Rate with Science
A web app for finding a rating scale between two arbitrary things. Ever wanted to rate something on a scale of David Hasselhoff to the Eiffel Tower? Well now you can.
This project was a long time coming. In our first term in Waterloo, me and Tristan would joke about rating things on odd and arbitrary scales. Being typical SE and CS students, we thought, "we could make a program to do this." We thought about creating a hackathon for silly and terrible ideas like this so we'd have an excuse to implement it, but it didn't materialize for a while, so we just sat on the idea.
But then, recently, TerribleHack was organized for real and actually happened. We decided to go and actually make this.
Tristan made a graph database of Wikipedia to use to find scales. A scale is essentially a path from one Wikipedia page to another, with bi-directional paths (ones where pages link back to each other instead of a one way link) are favored. He initially wrote the backend in Rust, but after some issues with the web server came up, he made the web server part in Ruby instead. At a Waterloo CS Club Code Party, the backend was rewritten in Nim to make everything consistent. More info on the backend can be found in the GitHub repo.

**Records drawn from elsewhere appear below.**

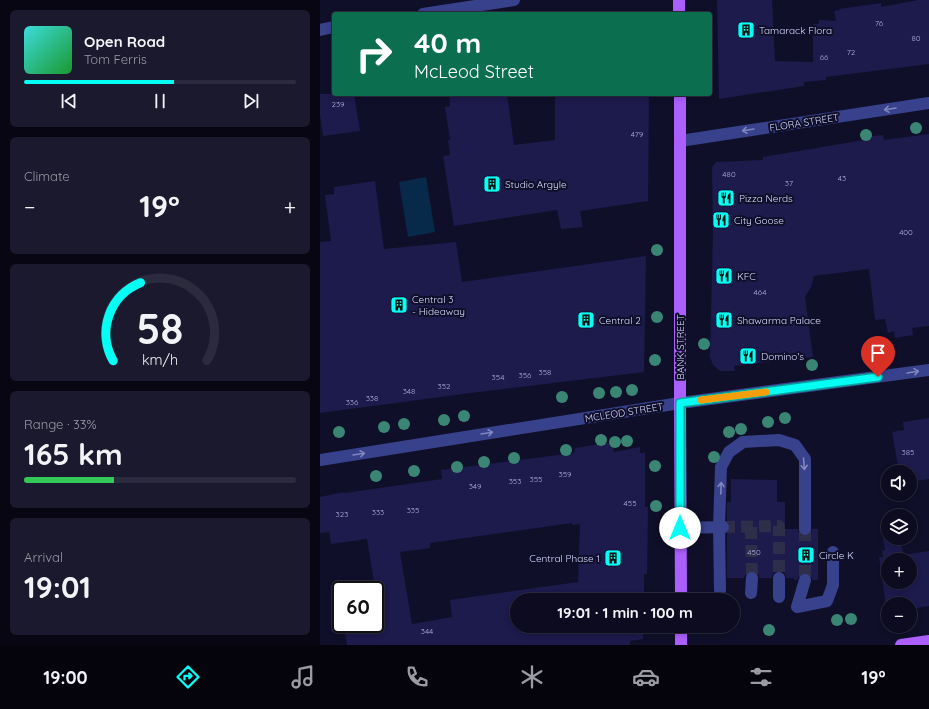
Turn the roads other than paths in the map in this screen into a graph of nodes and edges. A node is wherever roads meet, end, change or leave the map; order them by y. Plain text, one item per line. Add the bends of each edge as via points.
1 (514, 0) edge
2 (679, 0) edge
3 (436, 12) edge
4 (680, 12) edge
5 (332, 28) edge
6 (320, 30) edge
7 (680, 96) edge
8 (929, 103) edge
9 (680, 141) junction
10 (929, 370) edge
11 (680, 403) junction
12 (320, 460) edge
13 (721, 527) junction
14 (680, 528) junction
15 (805, 529) tunnel mouth
16 (833, 552) dead end
17 (752, 578) tunnel mouth
18 (779, 578) tunnel mouth
19 (805, 580) tunnel mouth
20 (720, 590) dead end
21 (681, 593) edge
22 (751, 593) dead end
23 (779, 597) dead end
24 (681, 633) edge
25 (929, 641) edge
26 (681, 645) edge
27 (901, 645) edge

1 - 3 street
2 - 4 main road
5 - 6 street
7 - 9 main road, BANK STREET
8 -> 9 street, FLORA STREET
9 - 11 main road, BANK STREET
11 -> 10 street, MCLEOD STREET
12 -> 11 street, MCLEOD STREET
11 - 14 main road, BANK STREET
13 - 14 street
13 -> 15 street via 721,467 729,452 743,442 779,440 795,444 804,459
13 - 20 street
14 - 21 main road, BANK STREET
16 - 19 street via 833,586 827,601 797,606
17 - 22 street
18 - 23 street
24 - 26 main road
25 - 27 main road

Meanwhile, I was working on the frontend. I hadn't worked purely on the frontend for a while so once all the AJAX requests were hooked up I had some fun making the CSS as pretty as I could. Everything has a transition, many of which are more than simple fades. I'm really pleased with how it turned out.
Rate with Science won the Actually a Good Idea award at TerribleHack, so I'd say the project was a success.